Tuesday, December 21, 2004

Science as a Candle in the Dark

Via Lynn Sislo, I learn that a group of clergy wrote a letter to a school district in Wisconsin, urging a particular approach to the teaching of evolution in biology classes.

The clergy wrote in support of evolution.

We the undersigned, Christian clergy from many different traditions, believe that the timeless truths of the Bible and the discoveries of modern science may comfortably coexist. We believe that the theory of evolution is a foundational scientific truth, one that has stood up to rigorous scrutiny and upon which much of human knowledge and achievement rest. To reject this truth or to treat it as 'one theory among others' is to deliberately embrace scientific ignorance and transmit such ignorance to our children. We believe that among God's good gifts are human minds capable of critical thought and that the failure to fully employ this gift is a rejection of the will of our Creator.

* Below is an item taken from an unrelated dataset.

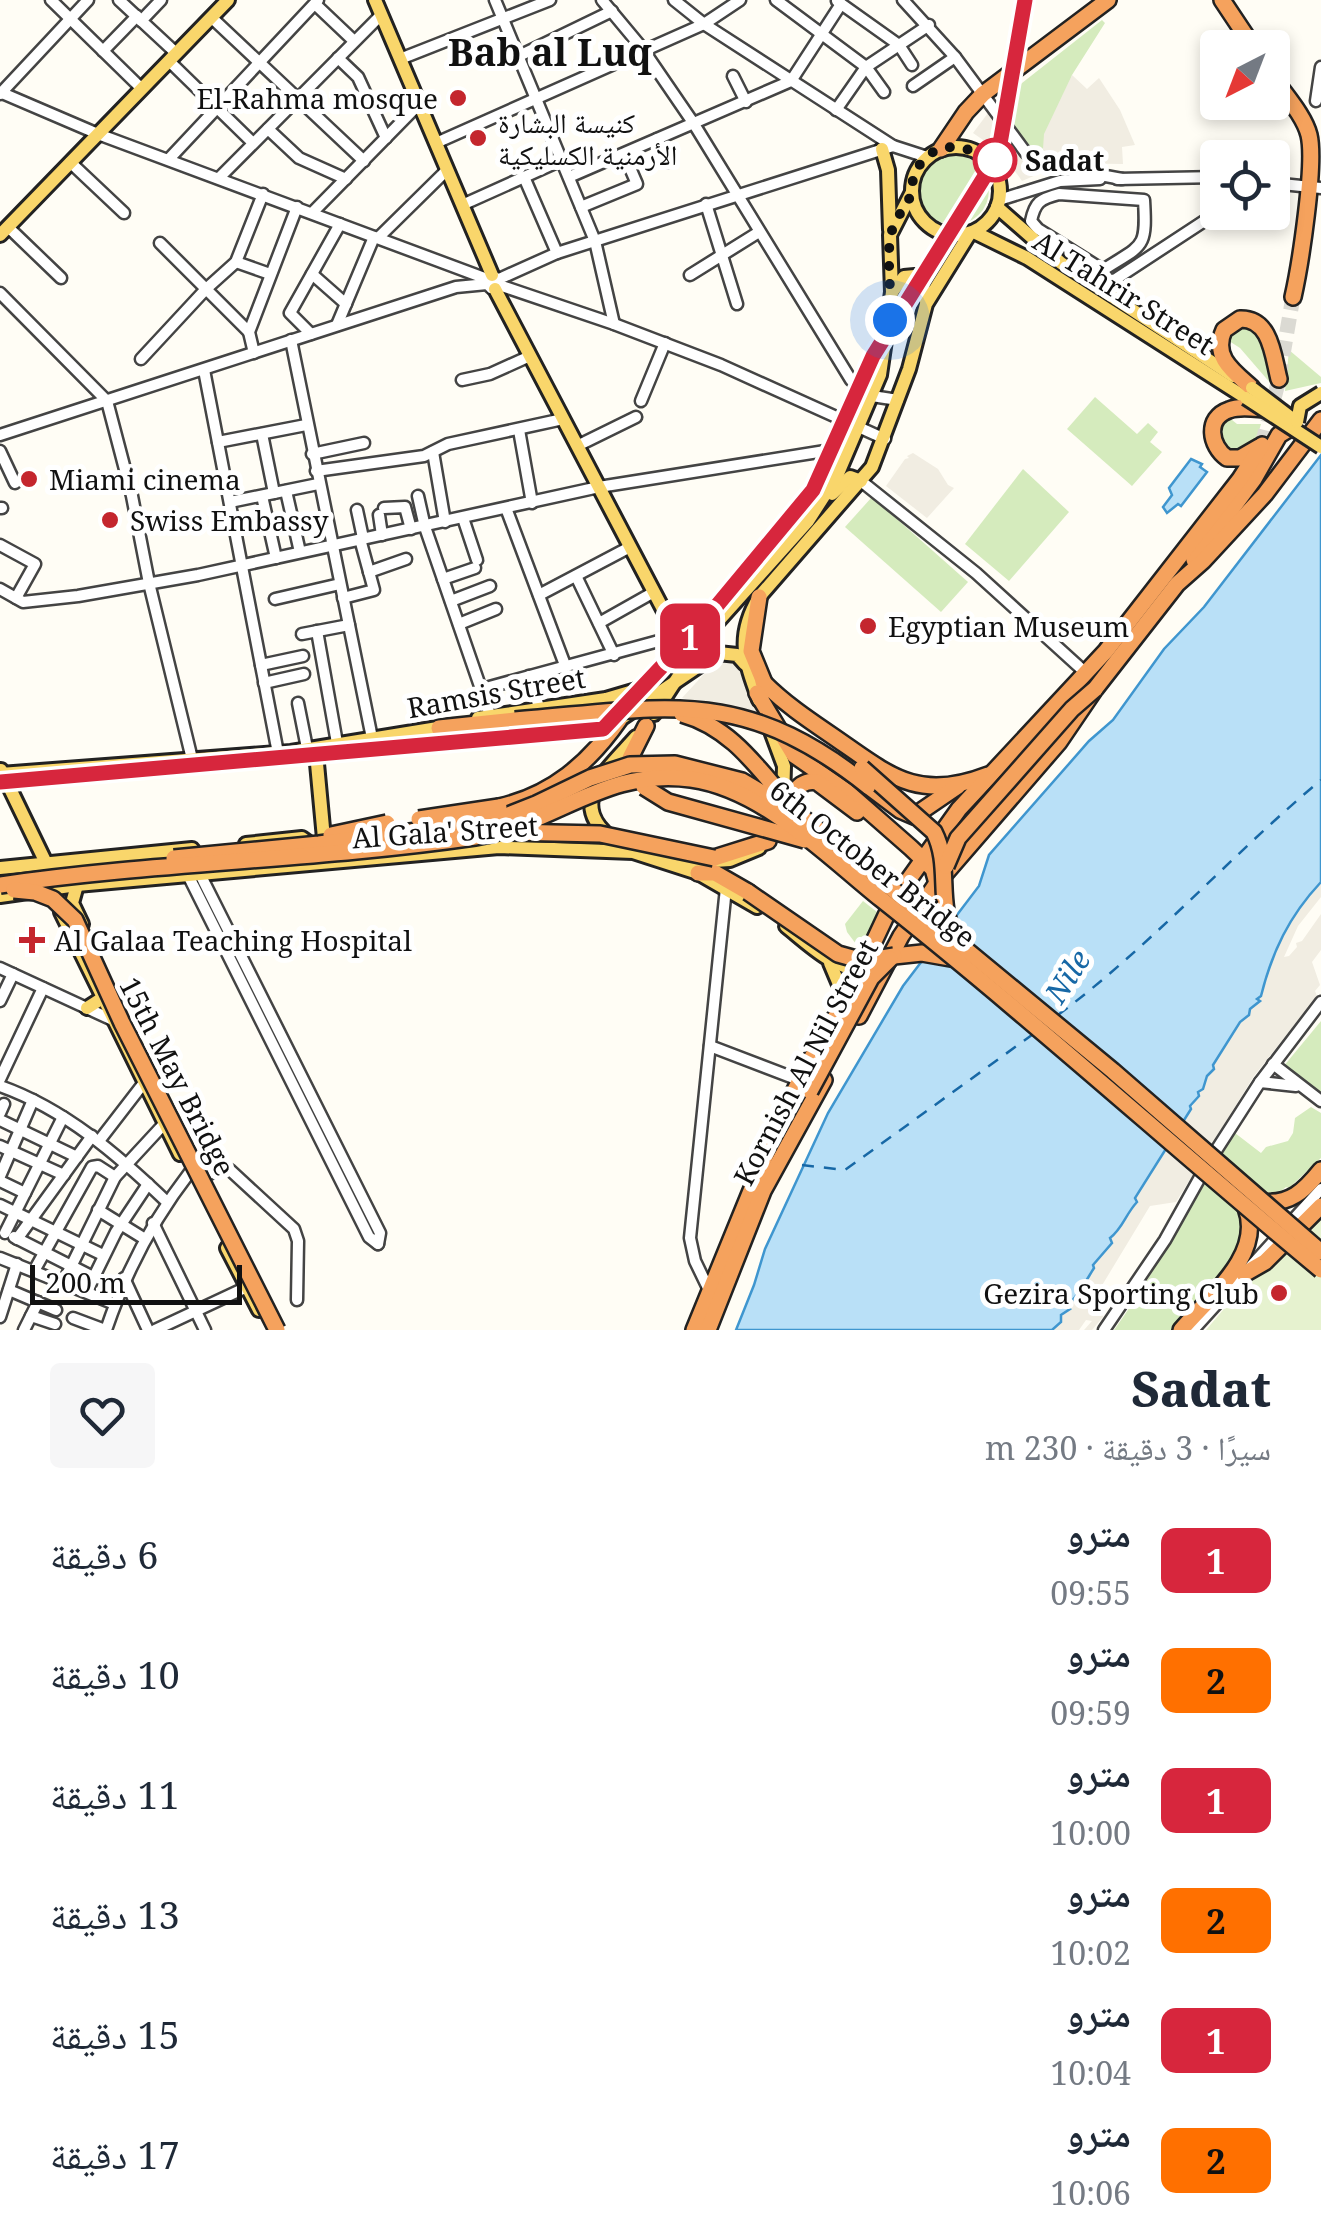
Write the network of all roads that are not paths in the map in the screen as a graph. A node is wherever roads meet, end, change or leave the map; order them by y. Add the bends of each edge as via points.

Sometimes there's hope to be found.

Of course, the school board is unimpressed. From the news article (registration required):

Joni Burgin, superintendent in Grantsburg, a rural school district about 75 miles northeast of St. Paul, declined to be interviewed Thursday about the letter, but she wrote in an e-mail: "The amount of letters and the number of signatures does not matter. … The school board feels that they must do what is right for Grantsburg students and the Grantsburg community."


I'm reminded of Mark Twain's quote about school boards:

In the first place God made idiots. This was for practice. Then he made School Boards.


There's more than a grain of truth to that.